Records from a collection:
Start of Block
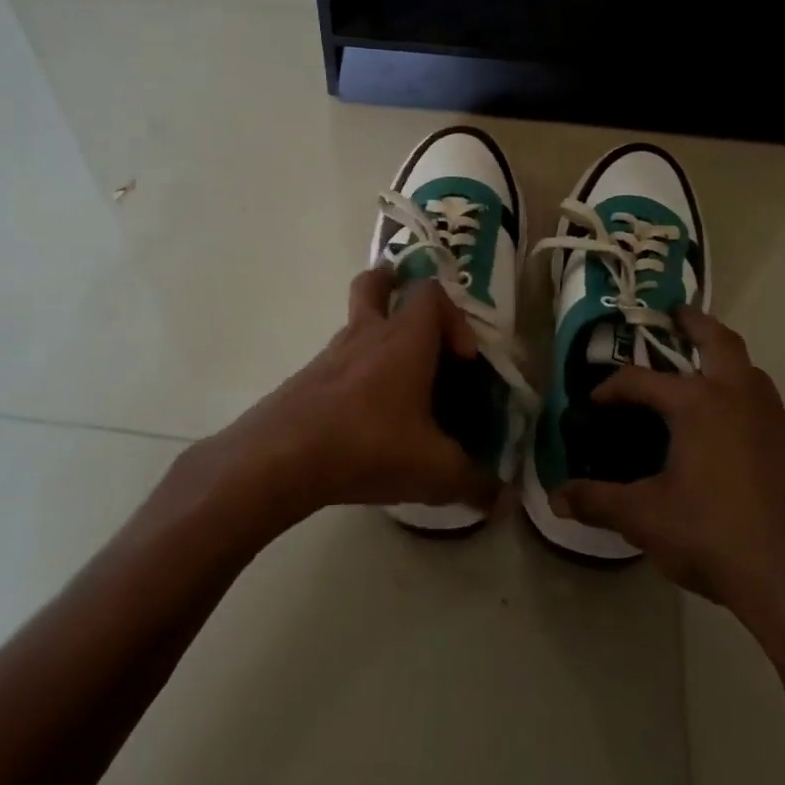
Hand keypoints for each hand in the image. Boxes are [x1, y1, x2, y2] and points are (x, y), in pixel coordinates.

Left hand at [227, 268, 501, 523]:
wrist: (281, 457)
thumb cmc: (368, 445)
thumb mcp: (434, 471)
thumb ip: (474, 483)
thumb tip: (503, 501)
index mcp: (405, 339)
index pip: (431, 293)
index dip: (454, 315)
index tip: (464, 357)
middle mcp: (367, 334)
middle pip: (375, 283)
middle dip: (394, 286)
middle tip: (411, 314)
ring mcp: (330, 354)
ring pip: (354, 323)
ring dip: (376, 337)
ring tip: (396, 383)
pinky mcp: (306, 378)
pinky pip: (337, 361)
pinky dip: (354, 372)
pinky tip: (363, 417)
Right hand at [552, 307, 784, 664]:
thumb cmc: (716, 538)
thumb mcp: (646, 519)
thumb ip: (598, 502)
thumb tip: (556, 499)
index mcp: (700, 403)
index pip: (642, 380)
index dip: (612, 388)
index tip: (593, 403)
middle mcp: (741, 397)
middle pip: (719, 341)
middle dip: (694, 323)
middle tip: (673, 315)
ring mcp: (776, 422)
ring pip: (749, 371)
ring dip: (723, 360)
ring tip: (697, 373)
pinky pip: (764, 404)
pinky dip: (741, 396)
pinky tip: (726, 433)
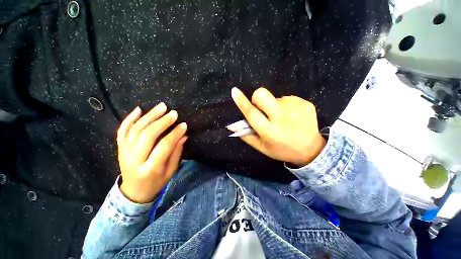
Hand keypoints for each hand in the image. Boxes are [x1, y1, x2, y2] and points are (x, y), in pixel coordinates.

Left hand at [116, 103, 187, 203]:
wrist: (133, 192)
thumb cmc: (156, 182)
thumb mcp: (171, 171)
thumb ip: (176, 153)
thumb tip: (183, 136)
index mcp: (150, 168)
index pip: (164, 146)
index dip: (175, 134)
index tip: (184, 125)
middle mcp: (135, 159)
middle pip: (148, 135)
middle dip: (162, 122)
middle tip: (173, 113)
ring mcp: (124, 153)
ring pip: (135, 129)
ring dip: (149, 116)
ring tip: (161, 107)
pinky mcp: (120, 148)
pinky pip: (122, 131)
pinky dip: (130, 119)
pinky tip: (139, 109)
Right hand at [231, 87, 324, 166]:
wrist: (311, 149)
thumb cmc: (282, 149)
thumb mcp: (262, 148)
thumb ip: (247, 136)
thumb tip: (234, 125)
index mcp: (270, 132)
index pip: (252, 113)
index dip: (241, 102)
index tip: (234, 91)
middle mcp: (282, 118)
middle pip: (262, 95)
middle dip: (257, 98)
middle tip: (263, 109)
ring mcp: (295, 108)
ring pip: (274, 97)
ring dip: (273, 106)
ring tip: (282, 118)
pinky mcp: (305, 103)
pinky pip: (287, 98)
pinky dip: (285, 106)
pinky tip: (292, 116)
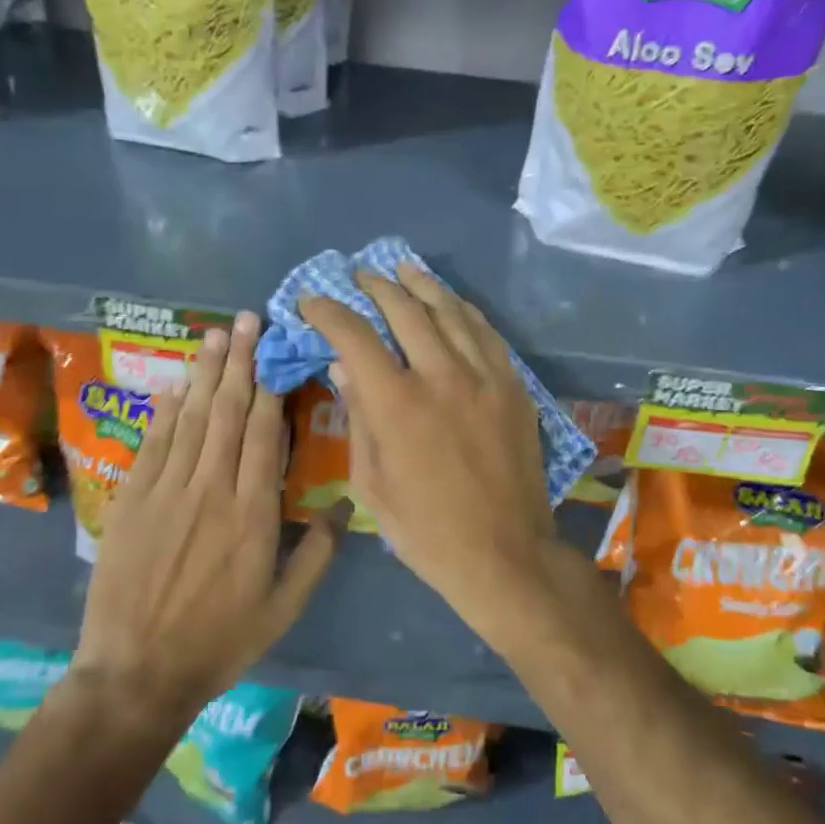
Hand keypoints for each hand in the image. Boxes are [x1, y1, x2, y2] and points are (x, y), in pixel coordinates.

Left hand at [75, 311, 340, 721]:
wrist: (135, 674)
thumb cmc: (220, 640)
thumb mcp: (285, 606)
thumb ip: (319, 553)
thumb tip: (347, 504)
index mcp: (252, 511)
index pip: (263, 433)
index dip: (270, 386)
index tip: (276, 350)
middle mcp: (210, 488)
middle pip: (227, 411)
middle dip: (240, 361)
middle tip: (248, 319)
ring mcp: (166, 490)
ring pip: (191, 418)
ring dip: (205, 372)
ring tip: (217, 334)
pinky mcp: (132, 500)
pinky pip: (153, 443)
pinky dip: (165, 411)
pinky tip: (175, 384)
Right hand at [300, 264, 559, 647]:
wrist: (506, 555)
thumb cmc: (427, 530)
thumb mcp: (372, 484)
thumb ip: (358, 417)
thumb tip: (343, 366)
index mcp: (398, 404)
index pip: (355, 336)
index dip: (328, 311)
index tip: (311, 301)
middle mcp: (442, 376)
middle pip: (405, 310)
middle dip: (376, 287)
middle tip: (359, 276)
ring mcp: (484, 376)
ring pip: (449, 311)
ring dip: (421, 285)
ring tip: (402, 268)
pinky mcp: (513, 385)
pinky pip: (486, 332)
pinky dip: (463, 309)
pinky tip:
End of Block
> [Task prompt]:
Reproduce the records above exactly, but only from the line with "thumb mcp: (646, 519)" up to and including the line with "middle tip: (263, 109)". Leave the pictures out.

> [Expected output]:
thumb mcp: (646, 519)
thumb ip: (598, 502)
thumb tip: (556, 499)
index mcp: (700, 403)
index pip: (642, 380)
index dip: (612, 388)
index tip: (593, 403)
middle mcp: (741, 397)
middle pip: (719, 341)
middle dip: (694, 323)
middle tip: (673, 315)
ring mcp: (776, 422)
ring pip: (749, 371)
ring dip: (723, 360)
ring tip: (697, 373)
pinky pip: (764, 404)
pinky dip: (741, 396)
pinky tip: (726, 433)
Hand keypoints for each hand in the image. Boxes are [x1, y1, x2, y2] and points are (x, y), in pixel coordinates.

Left hand at [116, 103, 187, 203]:
wrist: (133, 192)
thumb cmc: (156, 182)
thumb mcp: (171, 171)
thumb ip: (176, 153)
thumb tip: (183, 136)
index mcp: (150, 168)
index pip: (164, 146)
index dip: (175, 134)
index tip: (184, 125)
middle mcp: (135, 159)
middle pip: (148, 135)
middle dip: (162, 122)
middle tip: (173, 113)
ring mcp: (124, 153)
ring pip: (135, 129)
ring dip: (149, 116)
ring tip: (161, 107)
pinky mcp: (120, 148)
pinky pip: (122, 131)
pinky dip: (130, 119)
pinky tip: (139, 109)
Right hand at [231, 87, 324, 166]:
wrist: (311, 149)
thumb cmc: (282, 149)
thumb mcp: (262, 148)
thumb ip: (247, 136)
thumb tip: (234, 125)
index mcp: (270, 132)
index pip: (252, 113)
index dip: (241, 102)
index tip: (234, 91)
middle mcp: (282, 118)
middle pip: (262, 95)
middle dip: (257, 98)
middle tip: (263, 109)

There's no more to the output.